Em Minas Gerais, a realidade é outra. Entre Conselheiro Lafaiete, na Região Central, e Juiz de Fora, na Zona da Mata, são mais de 1 mil caminhoneiros que continuam parados na estrada. Em Carandaí, o autônomo José Geraldo da Silva, de 51 anos, assegura que ninguém vai abandonar a greve e aqueles que negociam em Brasília não representam quem está no trecho. “Não é representante da classe. É tudo mentira, é montagem. O preço tem é que abaixar na bomba e não é só por 60 dias”, afirma. “Estamos brigando por todo mundo, pela gasolina também. Esta semana já é feriado, então a gente já emenda. Alguém vai ter que ceder”, diz.
Segundo o caminhoneiro Alexandre Perreca, que está na mobilização na BR-381, em Betim, são milhares de caminhoneiros no trecho. “A gente achou que ia durar oito dias, já são oito. O povo da beira da rodovia está firme e forte”, conta Perreca, que diz não haver líder no grupo. “Aqui não tem liderança. Todo mundo é autônomo e está conversando pelas redes sociais, pelo WhatsApp”, disse. Segundo ele, as informações também chegam por meio da mídia.
O que se percebe é que, nessa avalanche de informações, elas acabam chegando de forma difusa. Um dos caminhoneiros disse que a greve continua porque a redução no preço do diesel foi insuficiente e o fim do pedágio para caminhões com eixo suspenso (sem carga) também não ocorreu. Temer, entretanto, anunciou na noite de domingo que o fim da cobrança pelo eixo suspenso em pedágios será matéria de medida provisória. “Um colega passou no pedágio e pagou”, disse o caminhoneiro.
Em Montes Claros, no Norte de Minas, na BR-251, o caminhoneiro Eduardo, de 35 anos, está apoiando colegas parados na rodovia. Como mora na cidade, tem dado suporte a quem está parado na estrada, mas não assume qualquer liderança nem se sente representado por ninguém. “Ninguém me representa. Falo por mim e por minha família”, diz Eduardo, que prefere não revelar o sobrenome, afirma que a greve vai acabar somente quando o governo, de fato, atender às demandas da categoria.
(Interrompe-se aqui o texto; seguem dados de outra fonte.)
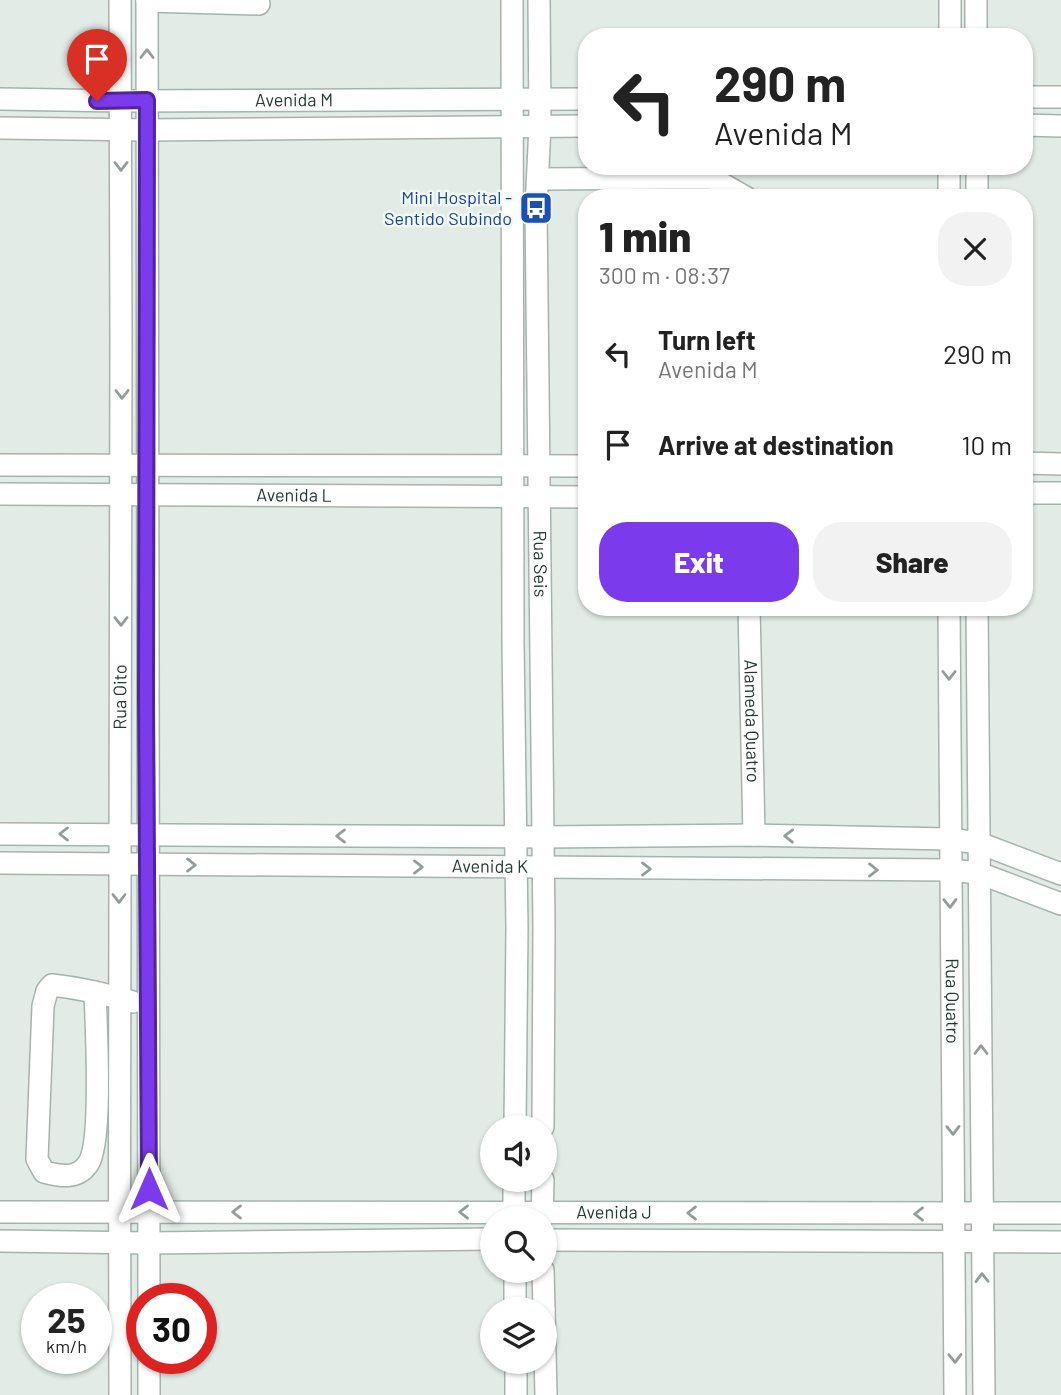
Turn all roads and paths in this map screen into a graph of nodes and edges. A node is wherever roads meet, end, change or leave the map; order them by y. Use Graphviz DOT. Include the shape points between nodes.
graph roads {
  1 [pos="120,0"];
  2 [pos="147,0"];
  3 [pos="512,0"];
  4 [pos="539,0"];
  5 [pos="950,0"];
  6 [pos="976,0"];
  7 [pos="259,4"];
  8 [pos="950,28"];
  9 [pos="976,28"];
  10 [pos="1033,97"];
  11 [pos="1061,97"];
  12 [pos="0,99"];
  13 [pos="512,99"];
  14 [pos="578,99"];
  15 [pos="147,100"];
  16 [pos="540,100"];
  17 [pos="121,101"];
  18 [pos="1033,125"];
  19 [pos="1061,125"];
  20 [pos="540,126"];
  21 [pos="578,126"];
  22 [pos="512,127"];
  23 [pos="0,128"];
  24 [pos="121,129"];
  25 [pos="147,130"];
  26 [pos="538,178"];
  27 [pos="731,189"];
  28 [pos="1033,463"];
  29 [pos="1061,464"];
  30 [pos="0,465"];
  31 [pos="122,465"];
  32 [pos="147,465"];
  33 [pos="513,465"];
  34 [pos="540,466"];
  35 [pos="578,466"];
  36 [pos="1033,493"];
  37 [pos="1061,493"];
  38 [pos="0,494"];
  39 [pos="121,495"];
  40 [pos="147,495"];
  41 [pos="512,495"];
  42 [pos="540,497"];
  43 [pos="578,497"];
  44 [pos="748,616"];
  45 [pos="949,616"];
  46 [pos="977,616"];
  47 [pos="0,834"];
  48 [pos="119,834"];
  49 [pos="147,835"];
  50 [pos="754,835"];
  51 [pos="515,837"];
  52 [pos="543,837"];
  53 [pos="950,839"];
  54 [pos="979,843"];
  55 [pos="0,863"];
  56 [pos="119,863"];
  57 [pos="147,864"];
  58 [pos="516,867"];
  59 [pos="543,868"];
  60 [pos="950,870"];
  61 [pos="979,873"];
  62 [pos="1061,874"];
  63 [pos="1061,904"];
  64 [pos="95,992"];
  65 [pos="119,998"];
  66 [pos="148,1006"];
  67 [pos="515,1115"];
  68 [pos="543,1115"];
  69 [pos="0,1212"];
  70 [pos="149,1212"];
  71 [pos="119,1213"];
  72 [pos="1061,1213"];
  73 [pos="954,1214"];
  74 [pos="982,1214"];
  75 [pos="480,1215"];
  76 [pos="557,1215"];
  77 [pos="480,1239"];
  78 [pos="557,1240"];
  79 [pos="0,1241"];
  80 [pos="119,1242"];
  81 [pos="149,1242"];
  82 [pos="982,1242"];
  83 [pos="1061,1242"];
  84 [pos="954,1243"];
  85 [pos="149,1283"];
  86 [pos="149,1374"];
  87 [pos="516,1374"];
  88 [pos="546,1374"];
  89 [pos="120,1395"];
  90 [pos="149,1395"];
  91 [pos="516,1395"];
  92 [pos="546,1395"];
  93 [pos="956,1395"];
  94 [pos="984,1395"];
  1 -- 17 [label="street, Rua Oito"];
  2 -- 7 [label="street"];
  15 -- 2 [label="street, Rua Oito, one-way"];
  3 -- 13 [label="street, Rua Seis"];
  4 -- 16 [label="street, Rua Seis"];
  5 -- 8 [label="street"];
  6 -- 9 [label="street"];
  10 -- 11 [label="street"];
  12 -- 17 [label="street, Avenida M"];
  13 -- 15 [label="street, Avenida M"];
  13 -- 16 [label="street, Avenida M"];
  13 -- 22 [label="street, Rua Seis"];
  14 -- 16 [label="street, Avenida M"];
  15 -- 17 [label="street, Avenida M"];
  15 -- 25 [label="street, Rua Oito"];
  16 -- 20 [label="street, Rua Seis"];
  17 -- 24 [label="street, Rua Oito"];
  18 -- 19 [label="street"];
  20 -- 21 [label="street, Avenida M"];
  20 -- 22 [label="street, Avenida M"];
  20 -- 26 [label="street, Rua Seis"];
  22 -- 25 [label="street, Avenida M"];
  22 -- 33 [label="street, Rua Seis"];
  23 -- 24 [label="street, Avenida M"];
  24 -- 25 [label="street, Avenida M"];
  24 -- 31 [label="street, Rua Oito, one-way"];
  25 -- 32 [label="street, Rua Oito"];
  26 -- 27 [label="street" via="712,178"];
  26 -- 34 [label="street, Rua Seis"];
  28 -- 29 [label="street"];
  30 -- 31 [label="street, Avenida L"];
  31 -- 32 [label="street, Avenida L"];
  31 -- 39 [label="street, Rua Oito"];
  32 -- 33 [label="street, Avenida L"];
  32 -- 40 [label="street, Rua Oito"];
  33 -- 34 [label="street, Avenida L"];
  33 -- 41 [label="street, Rua Seis"];
  34 -- 35 [label="street, Avenida L"];
  34 -- 42 [label="street, Rua Seis"];
  36 -- 37 [label="street"];
  38 -- 39 [label="street, Avenida L"];
  39 -- 40 [label="street, Avenida L"];
  39 -- 48 [label="street, Rua Oito, one-way"];
  40 -- 41 [label="street, Avenida L"];
  40 -- 49 [label="street, Rua Oito"];
  41 -- 42 [label="street, Avenida L"];
  41 -- 51 [label="street, Rua Seis"];
  42 -- 43 [label="street, Avenida L"];
  42 -- 52 [label="street, Rua Seis"];
  44 -- 50 [label="street, Alameda Quatro"];
  45 -- 53 [label="street, Rua Quatro, one-way"];
  46 -- 54 [label="street, Rua Quatro"];
  48 -- 47 [label="street, Avenida K, one-way"];
  48 -- 49 [label="street, Avenida K"];
  48 -- 56 [label="street, Rua Oito"];
  51 -- 49 [label="street, Avenida K, one-way"];
  49 -- 57 [label="street, Rua Oito"];
  50 -- 52 [label="street, Avenida K"];
  53 -- 50 [label="street, Avenida K, one-way"];
  51 -- 52 [label="street, Avenida K"];
  51 -- 58 [label="street, Rua Seis"];
  52 -- 59 [label="street, Rua Seis"];
  53 -- 54 [label="street, Avenida K"];
  53 -- 60 [label="street, Rua Quatro"];
  54 -- 61 [label="street, Rua Quatro"];
  54 -- 62 [label="street, Avenida K"];
  55 -- 56 [label="street, Avenida K"];
  56 -- 57 [label="street, Avenida K"];
  56 -- 65 [label="street, Rua Oito, one-way"];
  57 -- 58 [label="street, Avenida K, one-way"];
  57 -- 66 [label="street, Rua Oito"];
  58 -- 59 [label="street, Avenida K"];
  58 -- 67 [label="street, Rua Seis"];
  59 -- 60 [label="street, Avenida K, one-way"];
  59 -- 68 [label="street, Rua Seis"];
  60 -- 61 [label="street, Avenida K"];
  60 -- 73 [label="street, Rua Quatro, one-way"];
  61 -- 63 [label="street, Avenida K"];
  74 -- 61 [label="street, Rua Quatro, one-way"];
  64 -- 64 [label="street" via="52,985 43,1006 37,1159 44,1172 58,1176 75,1175 94,1154"];
  64 -- 65 [label="street"];
  65 -- 66 [label="street"];
  65 -- 71 [label="street, Rua Oito"];
  66 -- 70 [label="street, Rua Oito"];
  69 -- 71 [label="street, Avenida J"];
  70 -- 71 [label="street, Avenida J"];
  75 -- 70 [label="street, Avenida J, one-way"];
  70 -- 81 [label="street, Rua Oito"];
  71 -- 80 [label="street, Rua Oito"];
  72 -- 74 [label="street, Avenida J"];
  73 -- 74 [label="street, Avenida J"];
  73 -- 76 [label="street, Avenida J, one-way"];
  73 -- 84 [label="street, Rua Quatro"];
  74 -- 82 [label="street, Rua Quatro"];
  77 -- 81 [label="street"];
  78 -- 84 [label="street, Avenida J"];
  79 -- 80 [label="street"];
  80 -- 81 [label="street"];
  80 -- 89 [label="street, Rua Oito"];
  81 -- 85 [label="street, Rua Oito"];
  82 -- 83 [label="street, Avenida J"];
  82 -- 84 [label="street, Avenida J"];
  94 -- 82 [label="street, Rua Quatro, one-way"];
  84 -- 93 [label="street, Rua Quatro, one-way"];
  86 -- 90 [label="street"];
  87 -- 91 [label="street"];
  88 -- 92 [label="street"];
}
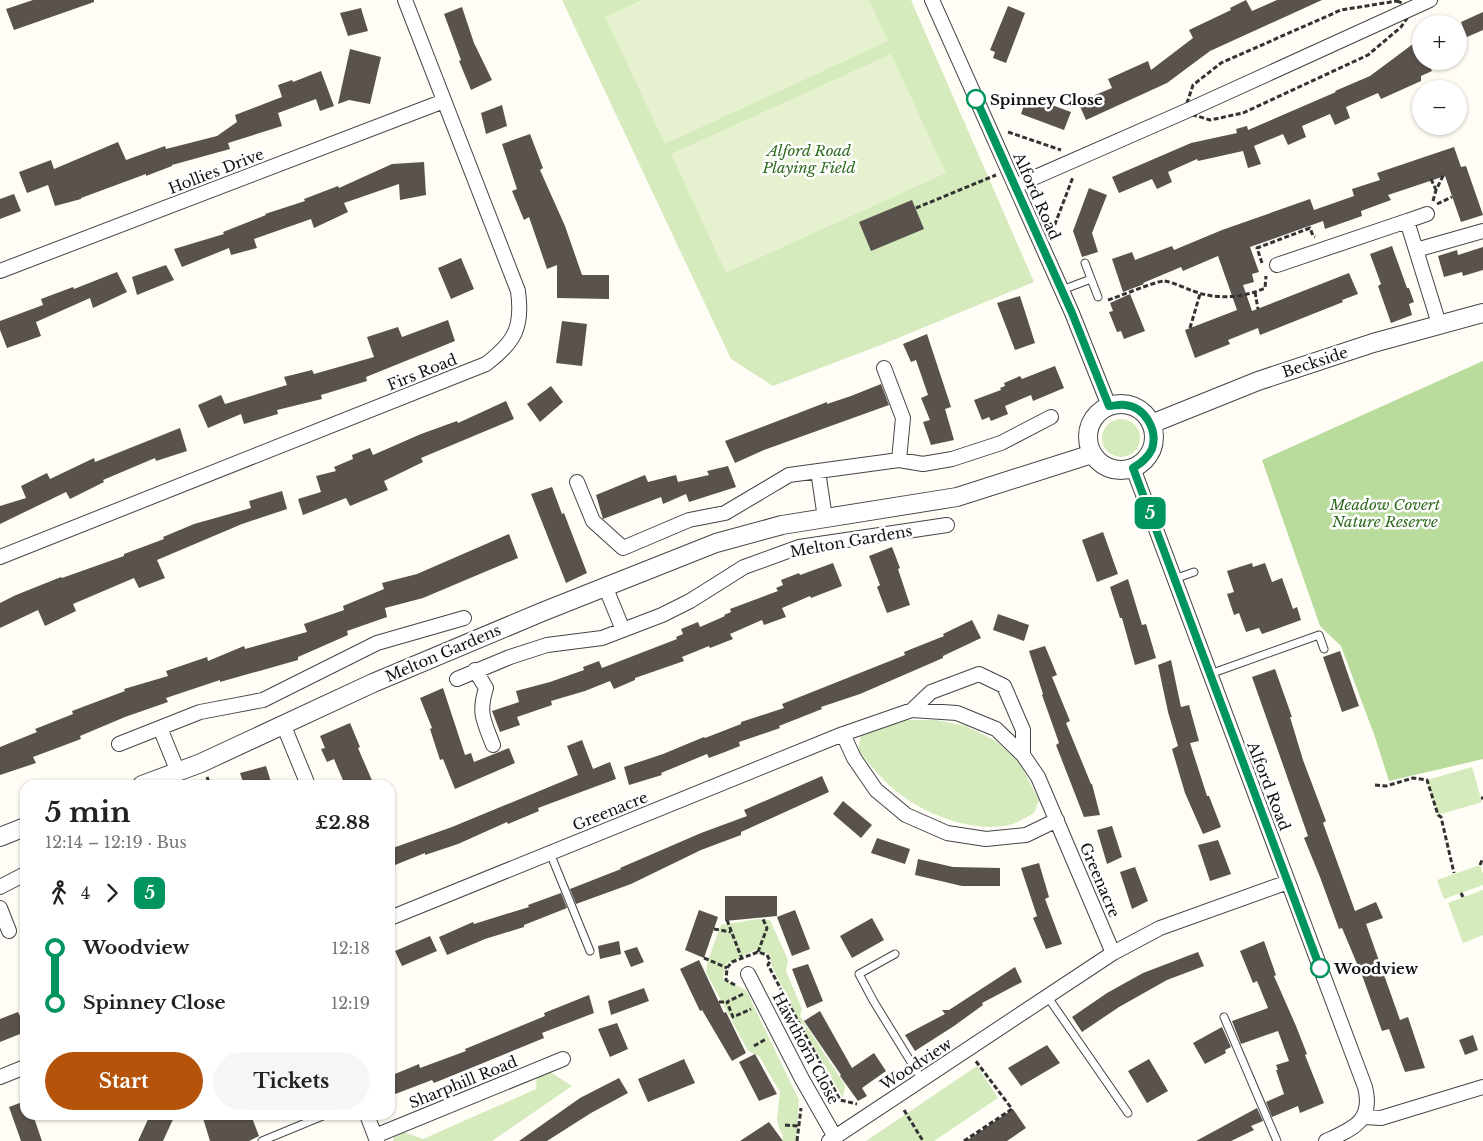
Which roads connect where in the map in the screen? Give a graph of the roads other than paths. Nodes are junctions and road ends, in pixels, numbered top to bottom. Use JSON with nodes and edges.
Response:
{"nodes":[{"id":1,"x":405,"y":0,"type":"edge"},
{"id":2,"x":1430,"y":0,"type":"edge"},
{"id":3,"x":936,"y":1,"type":"edge"},
{"id":4,"x":444,"y":102,"type":"junction"},
{"id":5,"x":1015,"y":186,"type":"junction"},
{"id":6,"x":1427,"y":214,"type":"dead end"},
{"id":7,"x":1407,"y":221,"type":"junction"},
{"id":8,"x":1483,"y":231,"type":"edge"},
{"id":9,"x":1416,"y":250,"type":"junction"},
{"id":10,"x":1085,"y":263,"type":"dead end"},
{"id":11,"x":1277,"y":265,"type":"dead end"},
{"id":12,"x":0,"y":271,"type":"edge"},
{"id":13,"x":1091,"y":279,"type":"junction"},
{"id":14,"x":1062,"y":290,"type":"junction"},
{"id":15,"x":1098,"y":297,"type":"dead end"},
{"id":16,"x":1483,"y":313,"type":"edge"},
{"id":17,"x":1439,"y":324,"type":"junction"},
{"id":18,"x":884,"y":368,"type":"dead end"},
{"id":19,"x":1109,"y":406,"type":"junction"},
{"id":20,"x":1051,"y":417,"type":"dead end"},
{"id":21,"x":1151,"y":424,"type":"junction"},
{"id":22,"x":1092,"y":454,"type":"junction"},
{"id":23,"x":898,"y":460,"type":"junction"},
{"id":24,"x":1133,"y":468,"type":"junction"},
{"id":25,"x":818,"y":470,"type":"junction"},
{"id":26,"x":577,"y":482,"type":"dead end"},
{"id":27,"x":825,"y":518,"type":"junction"},
{"id":28,"x":947,"y":525,"type":"dead end"},
{"id":29,"x":0,"y":557,"type":"edge"},
{"id":30,"x":1194,"y":572,"type":"dead end"},
{"id":31,"x":1174,"y":579,"type":"junction"},
{"id":32,"x":605,"y":586,"type":"junction"},
{"id":33,"x":464,"y":618,"type":"dead end"},
{"id":34,"x":623,"y":630,"type":"junction"},
{"id":35,"x":1324,"y":649,"type":"dead end"},
{"id":36,"x":475,"y":670,"type":"junction"},
{"id":37,"x":1210,"y":674,"type":"junction"},
{"id":38,"x":457,"y":679,"type":"dead end"},
{"id":39,"x":912,"y":710,"type":"junction"},
{"id":40,"x":283,"y":724,"type":"junction"},
{"id":41,"x":160,"y":728,"type":"junction"},
{"id":42,"x":843,"y":734,"type":"junction"},
{"id":43,"x":119,"y":744,"type":"dead end"},
{"id":44,"x":493,"y":745,"type":"dead end"},
{"id":45,"x":1023,"y":755,"type":"junction"},
{"id":46,"x":178,"y":772,"type":"junction"},
{"id":47,"x":156,"y":780,"type":"edge"},
{"id":48,"x":306,"y":780,"type":"edge"},
{"id":49,"x":1057,"y":820,"type":"junction"},
{"id":50,"x":20,"y":830,"type":"edge"},
{"id":51,"x":0,"y":836,"type":"edge"},
{"id":52,"x":550,"y":853,"type":"junction"},
{"id":53,"x":20,"y":877,"type":"edge"},
{"id":54,"x":1288,"y":882,"type":"junction"},
{"id":55,"x":0,"y":887,"type":"edge"},
{"id":56,"x":0,"y":908,"type":"edge"},
{"id":57,"x":395,"y":916,"type":"edge"},
{"id":58,"x":9,"y":931,"type":"dead end"},
{"id":59,"x":590,"y":951,"type":"dead end"},
{"id":60,"x":1113,"y":953,"type":"junction"},
{"id":61,"x":895,"y":954,"type":"dead end"},
{"id":62,"x":748,"y":974,"type":"dead end"},
{"id":63,"x":1047,"y":996,"type":"junction"},
{"id":64,"x":1224,"y":1017,"type":"dead end"},
{"id":65,"x":563,"y":1059,"type":"dead end"},
{"id":66,"x":20,"y":1069,"type":"edge"},
{"id":67,"x":0,"y":1078,"type":"edge"},
{"id":68,"x":922,"y":1080,"type":"junction"},
{"id":69,"x":1483,"y":1087,"type":"edge"},
{"id":70,"x":1128,"y":1112,"type":"dead end"},
{"id":71,"x":1364,"y":1117,"type":"junction"},
{"id":72,"x":313,"y":1120,"type":"edge"},
{"id":73,"x":369,"y":1120,"type":"edge"},
{"id":74,"x":376,"y":1138,"type":"edge"},
{"id":75,"x":832,"y":1139,"type":"edge"},
{"id":76,"x":262,"y":1141,"type":"edge"},
{"id":77,"x":1277,"y":1141,"type":"edge"},
{"id":78,"x":1326,"y":1141,"type":"edge"}],
"edges":[{"from":1,"to":4,"type":"street","name":"Firs Road"},
{"from":2,"to":5,"type":"street"},
{"from":3,"to":5,"type":"street","name":"Alford Road"},
{"from":4,"to":12,"type":"street","name":"Hollies Drive"},
{"from":4,"to":29,"type":"street","name":"Firs Road"},
{"from":5,"to":14,"type":"street","name":"Alford Road"},
{"from":6,"to":7,"type":"street"},
{"from":7,"to":9,"type":"street"},
{"from":7,"to":11,"type":"street"},
{"from":8,"to":9,"type":"street"},
{"from":9,"to":17,"type":"street"},
{"from":10,"to":13,"type":"lane"},
{"from":13,"to":14,"type":"lane"},
{"from":13,"to":15,"type":"lane"},
{"from":14,"to":19,"type":"street","name":"Alford Road"},
{"from":16,"to":17,"type":"street","name":"Beckside"},
{"from":17,"to":21,"type":"street","name":"Beckside"},
{"from":18,"to":23,"type":"street"},
{"from":19,"to":21,"type":"street"},
{"from":19,"to":22,"type":"street"},
{"from":20,"to":23,"type":"street"},
{"from":21,"to":24,"type":"street"},
{"from":22,"to":24,"type":"street"},
{"from":22,"to":27,"type":"street","name":"Melton Gardens"},
{"from":23,"to":25,"type":"street"},
{"from":24,"to":31,"type":"street","name":"Alford Road"},
{"from":25,"to":26,"type":"street"},
{"from":25,"to":27,"type":"street","name":"Melton Gardens"},
{"from":27,"to":32,"type":"street","name":"Melton Gardens"},
{"from":28,"to":34,"type":"street","name":"Melton Gardens"},
{"from":30,"to":31,"type":"lane"},
{"from":31,"to":37,"type":"street","name":"Alford Road"},
{"from":32,"to":34,"type":"street"},
{"from":32,"to":40,"type":"street","name":"Melton Gardens"},
{"from":33,"to":41,"type":"street","name":"Melton Gardens"},
{"from":34,"to":36,"type":"street","name":"Melton Gardens"},
{"from":35,"to":37,"type":"lane"},
{"from":36,"to":38,"type":"street","name":"Melton Gardens"},
{"from":36,"to":44,"type":"street","name":"Melton Gardens"},
{"from":37,"to":54,"type":"street","name":"Alford Road"},
{"from":39,"to":42,"type":"street","name":"Greenacre"},
{"from":39,"to":45,"type":"street","name":"Greenacre"},
{"from":39,"to":45,"type":"street","name":"Greenacre"},
{"from":40,"to":46,"type":"street","name":"Melton Gardens"},
{"from":40,"to":48,"type":"street"},
{"from":41,"to":43,"type":"street","name":"Melton Gardens"},
{"from":41,"to":46,"type":"street"},
{"from":42,"to":49,"type":"street"},
{"from":42,"to":52,"type":"street","name":"Greenacre"},
{"from":45,"to":49,"type":"street","name":"Greenacre"},
{"from":46,"to":47,"type":"street","name":"Melton Gardens"},
{"from":49,"to":60,"type":"street","name":"Greenacre"},
{"from":50,"to":51,"type":"street"},
{"from":52,"to":57,"type":"street","name":"Greenacre"},
{"from":52,"to":59,"type":"lane"},
{"from":53,"to":55,"type":"street"},
{"from":54,"to":60,"type":"street","name":"Woodview"},
{"from":54,"to":71,"type":"street","name":"Alford Road"},
{"from":56,"to":58,"type":"street"},
{"from":60,"to":63,"type":"street","name":"Woodview"},
{"from":61,"to":68,"type":"lane"},
{"from":62,"to":75,"type":"street","name":"Hawthorn Close"},
{"from":63,"to":68,"type":"street","name":"Woodview"},
{"from":63,"to":70,"type":"lane"},
{"from":64,"to":77,"type":"lane"},
{"from":65,"to":74,"type":"street","name":"Sharphill Road"},
{"from":66,"to":67,"type":"street"},
{"from":68,"to":75,"type":"street","name":"Woodview"},
{"from":69,"to":71,"type":"street"},
{"from":71,"to":78,"type":"street"},
{"from":72,"to":76,"type":"lane"},
{"from":73,"to":74,"type":"street"}]}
ARTICULAÇÃO PELAS REDES SOCIAIS
A articulação tem ocorrido pela internet e por telefone. “Tenho amigos que estão em São Paulo, na Bahia. Todo mundo conversa”, explica. “Falo por mim. A redução do diesel será por 60 dias e isso não me atende por causa do prazo. Tem que ser definitivo. Se não mudar, vou ter que tirar meus filhos da escola particular, o plano de saúde deles”, afirma Eduardo, que também não concorda com o reajuste mensal do diesel depois da trégua dos dois meses.
Na BR-365 e na BR-251, em Montes Claros, o autônomo Luiz Carlos Caldeira reconhece que a falta de liderança do movimento dificulta o atendimento das demandas. “Somos um grupo de autônomos. Nossa profissão nunca teve sindicato forte”, diz. As informações contraditórias confundem o movimento. Segundo Luiz Carlos, uma das insatisfações é porque a redução de R$ 0,46 na refinaria, e não na bomba. O anúncio do governo Temer, entretanto, garante redução no preço final, ou seja, na bomba. “Não temos condição de trabalhar. A situação do transporte chegou ao extremo”, afirma.